■ **The task**
Where a line holds the word "left", copy it from the records.

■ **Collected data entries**
- Opening Delimiter -

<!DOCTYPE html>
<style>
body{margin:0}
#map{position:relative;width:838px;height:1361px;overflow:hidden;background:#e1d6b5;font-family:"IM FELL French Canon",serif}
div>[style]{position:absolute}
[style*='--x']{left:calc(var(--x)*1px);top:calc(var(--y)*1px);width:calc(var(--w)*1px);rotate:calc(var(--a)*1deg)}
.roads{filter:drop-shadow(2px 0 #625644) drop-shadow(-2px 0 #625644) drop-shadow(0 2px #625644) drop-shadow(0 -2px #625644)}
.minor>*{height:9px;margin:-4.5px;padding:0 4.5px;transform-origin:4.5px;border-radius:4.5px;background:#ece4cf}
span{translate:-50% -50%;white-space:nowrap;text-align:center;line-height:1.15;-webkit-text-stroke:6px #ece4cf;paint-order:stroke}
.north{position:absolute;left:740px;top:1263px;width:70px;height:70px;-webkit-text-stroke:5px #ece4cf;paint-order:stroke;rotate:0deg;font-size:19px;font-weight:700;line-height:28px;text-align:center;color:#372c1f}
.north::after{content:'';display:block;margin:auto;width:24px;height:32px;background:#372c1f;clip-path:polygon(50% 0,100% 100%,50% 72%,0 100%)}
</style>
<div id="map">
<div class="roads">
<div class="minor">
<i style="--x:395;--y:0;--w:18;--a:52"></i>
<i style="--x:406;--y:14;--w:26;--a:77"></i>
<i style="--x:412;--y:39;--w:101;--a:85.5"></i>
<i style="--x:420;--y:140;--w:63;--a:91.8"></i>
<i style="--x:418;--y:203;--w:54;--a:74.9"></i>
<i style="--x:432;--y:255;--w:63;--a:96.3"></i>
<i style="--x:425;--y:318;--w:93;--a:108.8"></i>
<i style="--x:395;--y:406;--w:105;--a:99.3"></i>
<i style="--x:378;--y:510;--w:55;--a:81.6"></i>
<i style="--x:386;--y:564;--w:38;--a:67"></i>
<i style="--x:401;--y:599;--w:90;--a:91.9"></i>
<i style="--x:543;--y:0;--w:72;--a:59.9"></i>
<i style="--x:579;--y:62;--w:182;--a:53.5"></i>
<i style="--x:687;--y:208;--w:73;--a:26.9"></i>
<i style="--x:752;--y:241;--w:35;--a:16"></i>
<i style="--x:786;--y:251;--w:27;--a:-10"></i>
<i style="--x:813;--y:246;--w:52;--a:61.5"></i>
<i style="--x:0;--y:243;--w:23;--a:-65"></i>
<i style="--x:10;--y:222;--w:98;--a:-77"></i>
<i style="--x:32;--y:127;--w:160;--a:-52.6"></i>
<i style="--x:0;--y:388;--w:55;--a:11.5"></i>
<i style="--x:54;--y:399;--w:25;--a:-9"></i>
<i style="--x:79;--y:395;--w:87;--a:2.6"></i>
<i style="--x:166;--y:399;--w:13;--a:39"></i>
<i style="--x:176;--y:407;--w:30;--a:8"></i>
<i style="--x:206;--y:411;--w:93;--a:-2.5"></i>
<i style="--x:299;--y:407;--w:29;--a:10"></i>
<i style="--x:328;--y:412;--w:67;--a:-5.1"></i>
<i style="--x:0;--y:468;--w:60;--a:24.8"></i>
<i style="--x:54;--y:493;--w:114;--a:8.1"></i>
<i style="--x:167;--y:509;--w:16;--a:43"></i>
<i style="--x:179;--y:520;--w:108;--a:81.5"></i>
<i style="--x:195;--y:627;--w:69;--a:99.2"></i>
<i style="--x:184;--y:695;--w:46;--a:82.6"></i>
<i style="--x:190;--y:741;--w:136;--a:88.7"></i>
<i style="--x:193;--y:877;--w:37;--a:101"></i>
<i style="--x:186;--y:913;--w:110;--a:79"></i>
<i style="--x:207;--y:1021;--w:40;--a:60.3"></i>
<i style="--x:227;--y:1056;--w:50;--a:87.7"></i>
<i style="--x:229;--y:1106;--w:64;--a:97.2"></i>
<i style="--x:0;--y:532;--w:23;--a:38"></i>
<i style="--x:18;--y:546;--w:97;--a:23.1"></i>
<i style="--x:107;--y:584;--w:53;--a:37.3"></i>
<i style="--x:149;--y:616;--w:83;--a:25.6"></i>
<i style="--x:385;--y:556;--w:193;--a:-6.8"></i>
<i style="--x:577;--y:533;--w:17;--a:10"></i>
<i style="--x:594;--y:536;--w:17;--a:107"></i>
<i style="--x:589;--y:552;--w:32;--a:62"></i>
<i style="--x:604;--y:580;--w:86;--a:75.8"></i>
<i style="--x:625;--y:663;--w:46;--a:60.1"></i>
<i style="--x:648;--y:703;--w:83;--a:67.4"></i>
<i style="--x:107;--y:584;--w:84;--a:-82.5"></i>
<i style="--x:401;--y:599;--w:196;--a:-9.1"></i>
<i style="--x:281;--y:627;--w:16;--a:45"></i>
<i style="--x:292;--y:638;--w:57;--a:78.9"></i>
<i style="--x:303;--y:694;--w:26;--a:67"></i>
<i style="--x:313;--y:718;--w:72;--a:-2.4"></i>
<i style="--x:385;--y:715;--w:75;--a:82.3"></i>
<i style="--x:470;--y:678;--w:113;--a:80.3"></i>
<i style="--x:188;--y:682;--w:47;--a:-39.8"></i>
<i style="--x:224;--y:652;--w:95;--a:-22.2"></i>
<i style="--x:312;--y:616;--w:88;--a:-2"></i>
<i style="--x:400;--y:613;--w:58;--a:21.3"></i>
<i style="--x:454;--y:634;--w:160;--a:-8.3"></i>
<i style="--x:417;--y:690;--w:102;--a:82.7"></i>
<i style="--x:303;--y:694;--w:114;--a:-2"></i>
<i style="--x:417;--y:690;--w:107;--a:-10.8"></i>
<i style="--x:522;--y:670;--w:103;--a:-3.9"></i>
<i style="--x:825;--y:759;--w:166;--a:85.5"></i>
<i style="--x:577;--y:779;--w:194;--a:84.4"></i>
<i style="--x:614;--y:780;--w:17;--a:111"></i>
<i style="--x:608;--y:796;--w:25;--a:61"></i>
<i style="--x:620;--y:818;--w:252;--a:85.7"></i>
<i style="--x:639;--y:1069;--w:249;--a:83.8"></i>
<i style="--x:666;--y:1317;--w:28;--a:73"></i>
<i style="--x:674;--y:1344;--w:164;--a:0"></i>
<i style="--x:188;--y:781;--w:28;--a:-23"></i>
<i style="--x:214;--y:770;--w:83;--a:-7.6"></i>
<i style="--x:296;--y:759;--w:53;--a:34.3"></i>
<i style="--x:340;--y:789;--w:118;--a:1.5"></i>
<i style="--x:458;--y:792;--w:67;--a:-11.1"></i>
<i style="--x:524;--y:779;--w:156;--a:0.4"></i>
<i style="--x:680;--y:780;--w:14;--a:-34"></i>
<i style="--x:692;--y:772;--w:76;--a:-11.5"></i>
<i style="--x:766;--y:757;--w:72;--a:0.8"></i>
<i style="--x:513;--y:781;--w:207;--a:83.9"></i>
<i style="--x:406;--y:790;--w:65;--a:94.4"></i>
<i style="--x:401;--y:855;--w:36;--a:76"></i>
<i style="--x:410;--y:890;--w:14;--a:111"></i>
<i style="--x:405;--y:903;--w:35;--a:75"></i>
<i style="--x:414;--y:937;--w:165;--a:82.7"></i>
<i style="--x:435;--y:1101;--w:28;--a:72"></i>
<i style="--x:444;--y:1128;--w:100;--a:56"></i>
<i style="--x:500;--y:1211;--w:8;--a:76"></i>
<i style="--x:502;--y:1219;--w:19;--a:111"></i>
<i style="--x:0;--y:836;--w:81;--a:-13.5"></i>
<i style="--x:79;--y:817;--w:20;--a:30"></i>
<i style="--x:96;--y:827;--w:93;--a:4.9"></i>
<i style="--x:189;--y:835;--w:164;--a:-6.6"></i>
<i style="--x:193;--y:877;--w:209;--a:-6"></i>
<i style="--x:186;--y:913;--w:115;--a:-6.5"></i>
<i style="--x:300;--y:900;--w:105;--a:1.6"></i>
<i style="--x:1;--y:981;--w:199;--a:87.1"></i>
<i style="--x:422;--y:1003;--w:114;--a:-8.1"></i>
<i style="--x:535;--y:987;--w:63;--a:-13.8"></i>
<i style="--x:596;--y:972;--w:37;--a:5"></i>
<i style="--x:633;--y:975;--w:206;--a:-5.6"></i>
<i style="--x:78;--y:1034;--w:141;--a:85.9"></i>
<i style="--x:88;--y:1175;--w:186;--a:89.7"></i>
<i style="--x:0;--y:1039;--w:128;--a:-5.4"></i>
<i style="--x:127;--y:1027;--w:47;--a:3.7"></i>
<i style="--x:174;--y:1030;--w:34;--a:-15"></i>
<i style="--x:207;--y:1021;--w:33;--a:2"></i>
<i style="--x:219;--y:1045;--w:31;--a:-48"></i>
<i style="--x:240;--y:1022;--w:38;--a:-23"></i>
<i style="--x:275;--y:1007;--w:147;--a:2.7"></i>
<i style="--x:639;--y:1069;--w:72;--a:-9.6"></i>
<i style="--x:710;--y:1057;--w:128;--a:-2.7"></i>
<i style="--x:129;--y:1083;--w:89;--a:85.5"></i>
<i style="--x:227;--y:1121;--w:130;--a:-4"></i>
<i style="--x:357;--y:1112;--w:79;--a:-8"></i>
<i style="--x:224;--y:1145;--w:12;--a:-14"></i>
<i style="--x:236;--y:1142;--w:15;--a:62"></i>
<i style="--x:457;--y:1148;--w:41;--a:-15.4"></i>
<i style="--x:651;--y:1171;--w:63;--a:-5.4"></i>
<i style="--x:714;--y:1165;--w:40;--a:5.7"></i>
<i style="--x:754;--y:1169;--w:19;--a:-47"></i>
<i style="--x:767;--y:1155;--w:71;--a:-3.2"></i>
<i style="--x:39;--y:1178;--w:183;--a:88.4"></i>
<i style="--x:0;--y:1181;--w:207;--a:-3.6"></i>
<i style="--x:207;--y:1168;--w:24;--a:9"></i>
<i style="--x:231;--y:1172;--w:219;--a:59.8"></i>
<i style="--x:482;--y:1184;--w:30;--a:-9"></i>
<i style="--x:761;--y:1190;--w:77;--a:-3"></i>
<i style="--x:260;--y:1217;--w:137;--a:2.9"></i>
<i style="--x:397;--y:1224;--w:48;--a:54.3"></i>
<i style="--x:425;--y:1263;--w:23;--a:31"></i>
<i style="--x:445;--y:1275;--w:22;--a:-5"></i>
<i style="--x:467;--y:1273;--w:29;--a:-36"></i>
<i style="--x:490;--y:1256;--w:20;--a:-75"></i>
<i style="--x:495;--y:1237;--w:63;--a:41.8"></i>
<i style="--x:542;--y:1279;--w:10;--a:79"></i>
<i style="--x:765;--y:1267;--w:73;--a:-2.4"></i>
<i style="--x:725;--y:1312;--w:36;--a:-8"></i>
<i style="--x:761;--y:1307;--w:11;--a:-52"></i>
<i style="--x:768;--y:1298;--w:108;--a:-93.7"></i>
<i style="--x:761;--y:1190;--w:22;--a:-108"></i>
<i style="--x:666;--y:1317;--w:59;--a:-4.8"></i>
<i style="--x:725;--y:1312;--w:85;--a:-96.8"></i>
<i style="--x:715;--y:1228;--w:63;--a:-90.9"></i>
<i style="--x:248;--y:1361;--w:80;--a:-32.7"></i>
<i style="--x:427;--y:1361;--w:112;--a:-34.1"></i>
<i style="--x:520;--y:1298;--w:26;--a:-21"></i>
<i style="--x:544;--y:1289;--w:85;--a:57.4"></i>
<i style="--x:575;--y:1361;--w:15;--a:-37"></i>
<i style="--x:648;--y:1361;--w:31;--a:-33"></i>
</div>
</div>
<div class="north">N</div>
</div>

- Closing Delimiter -

■ **Exercise output**
[style*='--x']{left:calc(var(--x)*1px);top:calc(var(--y)*1px);width:calc(var(--w)*1px);rotate:calc(var(--a)*1deg)}
.north{position:absolute;left:740px;top:1263px;width:70px;height:70px;-webkit-text-stroke:5px #ece4cf;paint-order:stroke;rotate:0deg;font-size:19px;font-weight:700;line-height:28px;text-align:center;color:#372c1f}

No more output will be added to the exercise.